In this near-total darkness I am able to witness the beauty of Kane's unconcealed passion. His hips move on their own accord. Rocking and rolling. Blatantly pumping his cock into my clenched, sweat-slicked fist. I alternate the tightness of my grip, transfixed by his sexually deviant behavior.
And folks thought I would have a negative influence on the boy.
Our eyes lock. Sparks. Electricity. Fire. You name it, I feel every inch if it in that moment. The man is burning up in my hands and I along with him. Under the metallic clang of clashing swords, we kiss. Lips and tongues and teeth. As unrelenting and intense as my love for him. I will not back down. I will not stop. We have come too far.
Using my free hands, I push up Kane's shirt. The smooth planes of his stomach transform into hilly ridges as his muscles flex and relax… flex and relax… He's working himself into a frenzy, my beautiful boy.
The tip of my tongue touches his exposed nipple. A full body shudder runs through him. He is about to fall to pieces.
Shaking, shivering, thrusting. Licking, biting, stroking, His hands on my hair. My heart in my throat. The soundtrack swells and then…
Then I hear it. Soft and faint and more moving than the music surrounding us. "I'm coming, Mark… I'm coming!"
Kane's cock pulsates in my hand, jerking with each expulsion. His groans are for my ears alone. He shoots high and hard, neither of us caring where his spunk lands. Tension released, legs limp, Kane slumps back into his chair. The rise and fall of his chest are his only movements.

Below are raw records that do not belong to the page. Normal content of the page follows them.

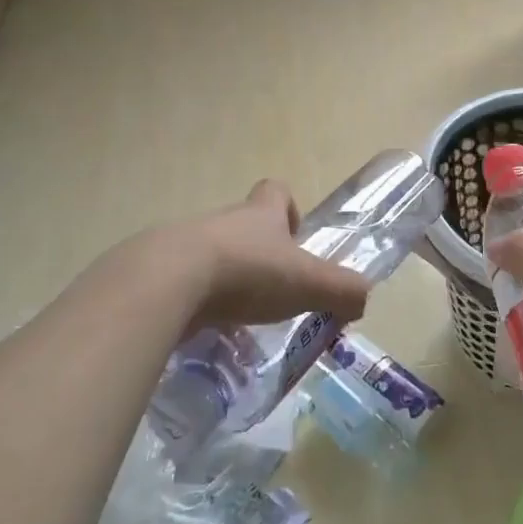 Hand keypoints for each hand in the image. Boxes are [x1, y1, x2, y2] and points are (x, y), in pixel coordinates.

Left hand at [181, 179, 371, 332]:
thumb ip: (342, 290)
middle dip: (260, 255)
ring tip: (240, 320)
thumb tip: (363, 297)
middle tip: (273, 292)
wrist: (168, 282)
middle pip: (244, 226)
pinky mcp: (159, 273)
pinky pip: (185, 285)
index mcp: (259, 214)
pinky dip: (197, 305)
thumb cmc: (247, 272)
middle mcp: (223, 221)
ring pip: (213, 256)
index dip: (288, 209)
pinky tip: (206, 332)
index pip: (275, 191)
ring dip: (227, 281)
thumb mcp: (308, 282)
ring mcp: (186, 245)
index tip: (294, 238) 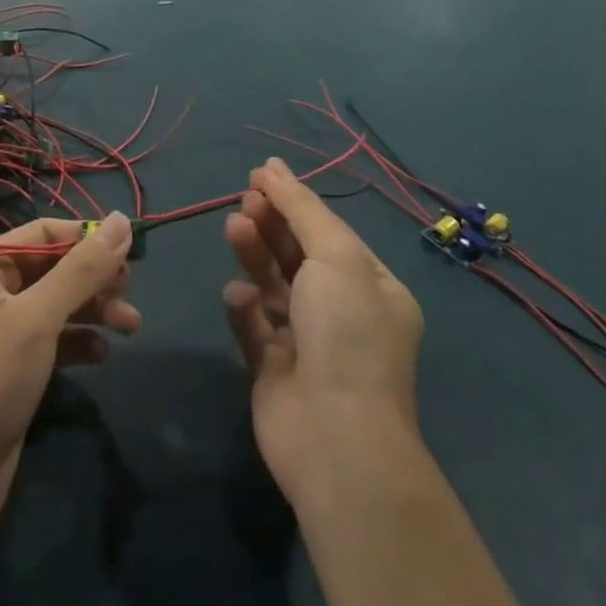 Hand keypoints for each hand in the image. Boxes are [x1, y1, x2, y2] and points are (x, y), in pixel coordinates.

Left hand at [0, 216, 138, 542]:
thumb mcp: (38, 319)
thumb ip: (82, 270)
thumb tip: (123, 219)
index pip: (45, 232)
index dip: (87, 239)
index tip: (130, 254)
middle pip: (54, 268)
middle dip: (95, 279)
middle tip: (129, 295)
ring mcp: (0, 330)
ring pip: (58, 304)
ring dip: (94, 311)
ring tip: (131, 326)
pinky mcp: (12, 367)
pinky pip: (53, 340)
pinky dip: (79, 343)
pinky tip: (102, 356)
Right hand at [223, 159, 424, 505]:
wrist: (335, 438)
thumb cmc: (346, 334)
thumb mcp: (334, 257)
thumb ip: (301, 209)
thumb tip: (272, 167)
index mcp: (371, 287)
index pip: (329, 232)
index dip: (295, 201)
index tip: (260, 176)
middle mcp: (342, 312)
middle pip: (298, 254)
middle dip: (272, 224)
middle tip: (246, 202)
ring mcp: (306, 342)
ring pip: (272, 284)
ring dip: (254, 254)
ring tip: (234, 228)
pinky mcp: (272, 367)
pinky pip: (254, 324)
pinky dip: (246, 306)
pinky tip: (241, 297) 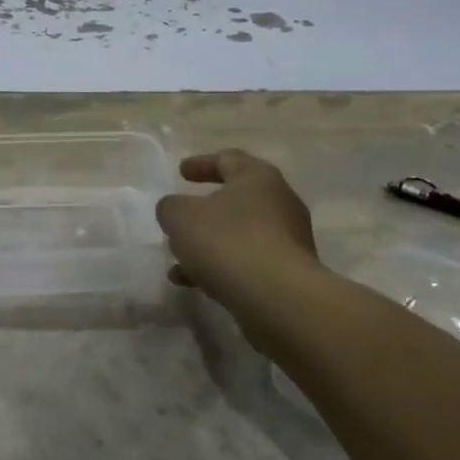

Gently, I wring the last drops of come from him before placing his softening cock back inside his pants. I kiss his lips and smile as he returns my affection. Only then do I concede to reality. "Looks like they saved Middle Earth," I murmur, righting the rest of Kane's clothes. "Good for them."
Kane's pout is priceless. "You made me miss the movie."
"Not all of it."
"The really good part," counters Kane.
Smirking, I grip his crotch. "Trust me… We just got through the good part."
There's that gorgeous grin! "Can we come back tomorrow?"
"I guess."
"Can I get butter on my popcorn?"
"Only if you buy it yourself." That doesn't sound unreasonable to me.
Kane pauses. "Can I suck your cock?"
Not to self: Send Peter Jackson a fruit basket.